So you “implemented AI” but you’re not seeing actual return?
You hired consultants. They conducted an assessment. They interviewed your team.
They got paid.
But you can’t explain what the ROI is, if there even is any.
Study after study echoes what you’re seeing: the way most companies roll out AI solutions is just not working.
WRITER found this spring that only 29% of companies adopting AI are getting significant ROI from adopting AI. Worse, last year both BCG and MIT NANDA reported that 95% of companies piloting AI saw no measurable ROI.
Most leaders think that implementing AI is like waving a magic wand. They tell their team “use AI” but with no explanation of why, or how, or for what. They don’t do real training on the tools, they don’t explain what “use AI” means, and they don’t assure anyone that they’re not training AI to replace them.
It’s no wonder they’re getting nowhere!
I hate to break it to all those leaders, but there’s no AI magic wand.
But there is a way to get real value from using AI. Value that means each person is more productive for the business, and isn’t afraid they’re about to get laid off.
It starts with designing your AI usage to solve real problems.
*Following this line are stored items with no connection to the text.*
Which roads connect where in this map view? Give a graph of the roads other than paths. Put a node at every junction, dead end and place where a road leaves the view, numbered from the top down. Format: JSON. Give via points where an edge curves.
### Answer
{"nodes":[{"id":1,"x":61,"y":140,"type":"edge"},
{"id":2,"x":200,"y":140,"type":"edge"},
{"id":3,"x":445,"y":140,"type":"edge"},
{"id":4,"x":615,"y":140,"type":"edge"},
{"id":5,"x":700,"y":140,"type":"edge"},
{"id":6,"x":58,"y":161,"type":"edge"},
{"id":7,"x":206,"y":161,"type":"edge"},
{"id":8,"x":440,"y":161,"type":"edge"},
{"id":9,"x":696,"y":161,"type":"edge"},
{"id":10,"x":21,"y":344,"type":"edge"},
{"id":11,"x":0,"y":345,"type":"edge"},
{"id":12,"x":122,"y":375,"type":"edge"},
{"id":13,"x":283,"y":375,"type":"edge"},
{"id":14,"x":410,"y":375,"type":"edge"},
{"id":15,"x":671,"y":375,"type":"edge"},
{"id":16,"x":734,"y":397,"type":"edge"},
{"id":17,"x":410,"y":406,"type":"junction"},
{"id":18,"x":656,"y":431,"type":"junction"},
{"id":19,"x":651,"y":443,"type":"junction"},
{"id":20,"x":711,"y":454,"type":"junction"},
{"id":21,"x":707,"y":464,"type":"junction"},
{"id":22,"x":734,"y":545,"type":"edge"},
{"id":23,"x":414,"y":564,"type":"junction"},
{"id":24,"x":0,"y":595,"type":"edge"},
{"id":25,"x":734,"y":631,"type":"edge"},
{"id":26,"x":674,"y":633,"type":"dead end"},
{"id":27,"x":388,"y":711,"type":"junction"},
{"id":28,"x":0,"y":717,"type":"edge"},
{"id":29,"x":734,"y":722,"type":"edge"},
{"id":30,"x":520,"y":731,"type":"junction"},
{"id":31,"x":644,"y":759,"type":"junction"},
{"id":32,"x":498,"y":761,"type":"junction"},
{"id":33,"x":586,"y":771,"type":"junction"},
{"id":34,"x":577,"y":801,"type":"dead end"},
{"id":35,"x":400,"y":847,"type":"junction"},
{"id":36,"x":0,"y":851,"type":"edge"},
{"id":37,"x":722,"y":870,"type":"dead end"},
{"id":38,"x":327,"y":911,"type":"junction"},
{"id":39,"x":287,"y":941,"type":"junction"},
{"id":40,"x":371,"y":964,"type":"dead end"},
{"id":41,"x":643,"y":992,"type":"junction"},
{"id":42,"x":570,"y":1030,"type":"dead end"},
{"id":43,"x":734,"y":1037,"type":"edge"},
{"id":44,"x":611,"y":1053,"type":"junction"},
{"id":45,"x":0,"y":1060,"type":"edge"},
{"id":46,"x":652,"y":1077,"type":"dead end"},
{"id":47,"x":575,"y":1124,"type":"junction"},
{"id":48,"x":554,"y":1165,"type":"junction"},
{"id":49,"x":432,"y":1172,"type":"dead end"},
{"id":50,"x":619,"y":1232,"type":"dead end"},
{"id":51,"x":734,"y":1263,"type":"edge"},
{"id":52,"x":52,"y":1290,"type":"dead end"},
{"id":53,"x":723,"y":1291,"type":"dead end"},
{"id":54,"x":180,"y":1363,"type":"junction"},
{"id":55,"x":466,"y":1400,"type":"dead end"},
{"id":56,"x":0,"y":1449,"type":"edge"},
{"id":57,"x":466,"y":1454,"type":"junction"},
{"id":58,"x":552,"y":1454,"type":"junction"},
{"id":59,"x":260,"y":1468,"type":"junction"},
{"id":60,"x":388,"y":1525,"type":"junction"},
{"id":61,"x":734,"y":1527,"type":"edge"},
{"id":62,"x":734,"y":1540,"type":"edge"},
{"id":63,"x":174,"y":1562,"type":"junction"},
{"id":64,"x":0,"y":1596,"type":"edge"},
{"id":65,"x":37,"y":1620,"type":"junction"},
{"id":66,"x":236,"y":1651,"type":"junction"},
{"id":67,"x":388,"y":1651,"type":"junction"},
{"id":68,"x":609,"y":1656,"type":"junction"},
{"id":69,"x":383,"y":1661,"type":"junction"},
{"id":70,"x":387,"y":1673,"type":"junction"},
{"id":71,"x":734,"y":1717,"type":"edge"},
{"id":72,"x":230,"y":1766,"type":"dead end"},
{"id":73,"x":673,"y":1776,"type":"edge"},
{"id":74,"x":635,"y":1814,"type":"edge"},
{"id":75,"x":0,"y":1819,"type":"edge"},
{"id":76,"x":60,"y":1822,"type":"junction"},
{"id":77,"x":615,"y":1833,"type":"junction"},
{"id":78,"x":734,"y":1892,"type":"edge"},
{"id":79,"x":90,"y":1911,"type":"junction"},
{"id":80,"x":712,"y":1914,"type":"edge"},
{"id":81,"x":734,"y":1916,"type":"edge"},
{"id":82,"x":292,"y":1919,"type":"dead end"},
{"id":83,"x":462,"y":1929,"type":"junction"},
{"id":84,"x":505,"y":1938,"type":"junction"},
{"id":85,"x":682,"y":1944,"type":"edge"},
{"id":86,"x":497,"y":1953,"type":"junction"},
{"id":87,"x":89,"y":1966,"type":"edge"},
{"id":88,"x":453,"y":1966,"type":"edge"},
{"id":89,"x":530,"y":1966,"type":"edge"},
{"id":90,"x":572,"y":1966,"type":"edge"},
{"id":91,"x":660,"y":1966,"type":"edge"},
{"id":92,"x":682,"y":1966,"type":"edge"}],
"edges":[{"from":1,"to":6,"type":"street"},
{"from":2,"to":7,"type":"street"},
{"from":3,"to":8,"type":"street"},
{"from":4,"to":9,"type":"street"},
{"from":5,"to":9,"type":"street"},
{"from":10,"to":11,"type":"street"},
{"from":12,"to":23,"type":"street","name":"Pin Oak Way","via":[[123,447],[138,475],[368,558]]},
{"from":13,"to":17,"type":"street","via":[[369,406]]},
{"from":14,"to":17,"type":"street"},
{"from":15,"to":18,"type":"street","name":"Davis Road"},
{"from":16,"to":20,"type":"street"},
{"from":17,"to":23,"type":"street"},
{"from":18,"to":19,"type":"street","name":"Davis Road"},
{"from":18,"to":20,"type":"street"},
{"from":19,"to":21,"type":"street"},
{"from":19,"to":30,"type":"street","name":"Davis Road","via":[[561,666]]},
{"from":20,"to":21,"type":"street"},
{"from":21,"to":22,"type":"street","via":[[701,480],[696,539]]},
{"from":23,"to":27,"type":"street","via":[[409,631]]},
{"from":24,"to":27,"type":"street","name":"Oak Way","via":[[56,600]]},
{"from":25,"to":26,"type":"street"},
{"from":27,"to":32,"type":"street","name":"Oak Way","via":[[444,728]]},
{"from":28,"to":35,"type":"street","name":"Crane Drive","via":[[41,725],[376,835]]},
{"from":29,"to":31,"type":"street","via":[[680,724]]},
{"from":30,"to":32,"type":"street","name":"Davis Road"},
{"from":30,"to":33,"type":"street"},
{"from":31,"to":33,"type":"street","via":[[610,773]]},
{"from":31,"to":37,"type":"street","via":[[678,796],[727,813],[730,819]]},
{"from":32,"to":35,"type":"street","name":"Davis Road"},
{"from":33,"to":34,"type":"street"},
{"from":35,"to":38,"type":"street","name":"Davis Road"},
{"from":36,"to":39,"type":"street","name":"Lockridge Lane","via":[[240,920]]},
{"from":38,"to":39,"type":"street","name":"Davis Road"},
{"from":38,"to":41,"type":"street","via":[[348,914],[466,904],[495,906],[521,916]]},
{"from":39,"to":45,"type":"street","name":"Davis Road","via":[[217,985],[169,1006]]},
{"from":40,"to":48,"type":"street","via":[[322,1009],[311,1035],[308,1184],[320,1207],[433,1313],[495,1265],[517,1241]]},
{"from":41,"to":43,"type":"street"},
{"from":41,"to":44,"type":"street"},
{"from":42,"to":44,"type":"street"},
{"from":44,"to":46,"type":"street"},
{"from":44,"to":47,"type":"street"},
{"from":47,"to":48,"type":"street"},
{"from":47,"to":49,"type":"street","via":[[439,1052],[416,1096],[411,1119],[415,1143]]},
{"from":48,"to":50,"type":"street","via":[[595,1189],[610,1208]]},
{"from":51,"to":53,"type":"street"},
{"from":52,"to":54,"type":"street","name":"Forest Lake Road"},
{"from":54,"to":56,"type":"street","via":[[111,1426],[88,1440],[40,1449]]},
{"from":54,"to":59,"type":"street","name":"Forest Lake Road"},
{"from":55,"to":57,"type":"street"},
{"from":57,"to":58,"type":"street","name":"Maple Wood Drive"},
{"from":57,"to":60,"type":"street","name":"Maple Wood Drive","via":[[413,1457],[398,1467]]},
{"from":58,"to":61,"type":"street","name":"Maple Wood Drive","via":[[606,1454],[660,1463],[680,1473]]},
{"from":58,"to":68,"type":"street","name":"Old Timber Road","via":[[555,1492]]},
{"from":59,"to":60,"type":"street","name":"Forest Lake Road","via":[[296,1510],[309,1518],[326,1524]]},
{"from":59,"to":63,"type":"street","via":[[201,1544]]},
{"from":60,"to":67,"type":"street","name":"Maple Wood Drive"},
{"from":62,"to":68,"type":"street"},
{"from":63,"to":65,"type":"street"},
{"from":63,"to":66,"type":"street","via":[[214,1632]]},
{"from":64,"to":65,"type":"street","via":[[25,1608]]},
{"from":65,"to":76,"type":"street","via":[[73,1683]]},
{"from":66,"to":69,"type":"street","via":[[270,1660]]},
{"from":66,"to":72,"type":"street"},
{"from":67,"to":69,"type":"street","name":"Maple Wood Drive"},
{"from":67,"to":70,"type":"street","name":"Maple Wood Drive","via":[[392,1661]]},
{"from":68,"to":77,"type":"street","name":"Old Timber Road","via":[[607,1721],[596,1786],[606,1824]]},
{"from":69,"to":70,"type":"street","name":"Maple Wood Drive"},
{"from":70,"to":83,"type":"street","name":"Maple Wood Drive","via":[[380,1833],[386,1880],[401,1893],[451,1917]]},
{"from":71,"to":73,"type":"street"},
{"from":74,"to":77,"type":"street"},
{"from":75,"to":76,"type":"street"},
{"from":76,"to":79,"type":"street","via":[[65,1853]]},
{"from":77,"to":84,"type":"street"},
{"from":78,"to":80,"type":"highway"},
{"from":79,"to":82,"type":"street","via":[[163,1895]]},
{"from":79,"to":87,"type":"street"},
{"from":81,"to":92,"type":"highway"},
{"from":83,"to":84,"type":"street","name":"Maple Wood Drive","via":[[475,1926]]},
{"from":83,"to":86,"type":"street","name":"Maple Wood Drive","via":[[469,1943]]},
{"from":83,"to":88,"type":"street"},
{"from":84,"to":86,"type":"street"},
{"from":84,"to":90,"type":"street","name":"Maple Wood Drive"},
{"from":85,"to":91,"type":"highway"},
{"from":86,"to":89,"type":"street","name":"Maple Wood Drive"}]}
Real problems that can be described, measured, and solved.
Problems like:
• Getting interrupted constantly to answer the same questions over and over again
• Understanding what customers really think about your offerings from the pile of customer service tickets your support team gets every day
• Tracking key metrics so your team so your team can spend less time pulling together the data and more time planning for the next launch.
Either way, the only way to get value from AI is to truly understand the problems your organization is facing. Then design specific solutions to solve those problems, on at a time.
It’s not glamorous. There’s no magic wand, no quick solution. It’s slow, it’s tedious, and it’s so worth it!
Because when you put in the effort, that’s when the ROI follows.
The team is bought into it because it makes their day easier. Their minds are freed up to do the deep thinking that leads to real impact. You get credit for “implementing AI” that actually made a difference.
And the elusive promise of “do more with less” is finally possible.
I’ve spent more than 25 years in big tech solving real customer problems and driving change at an enterprise level. Now I do that for businesses of all sizes. If you want to learn how to take a quantum leap with AI, you’re in the right place.
Let’s find time to connect and talk about how your organization can become one of the few who do AI right.
AI Idea of the Week
The other day someone asked me to follow up with them after the new year. If you had to do that, and your reliability could mean the difference between making a sale and losing credibility, how confident are you that you could follow through?
I’m 100% confident I’ll remember. My AI Chief of Staff will make sure of it.
I get a daily message from my AI Chief of Staff (I named her Eva, after the sleek robot in Wall-E) telling me who I need to follow up each day. So for that person who asked me to follow up, I marked the date I want a reminder, and I’m positive I’ll be reminded on the day.
The thing about AI is: it’s reliable when you know how to ask for things. Yes, AI hallucinates sometimes (or makes things up, if we’re being blunt). But in many (most?) cases it’s possible to avoid that by prompting carefully. In this case, I gave Eva a specific date. She already knows to send a daily note. There’s no room for interpretation on my instructions, so I trust that I’ll get the reminder when I need it.
Which means I was completely confident telling this person that I will absolutely reach out to them in January. In the meantime, my mind is free to think about other things.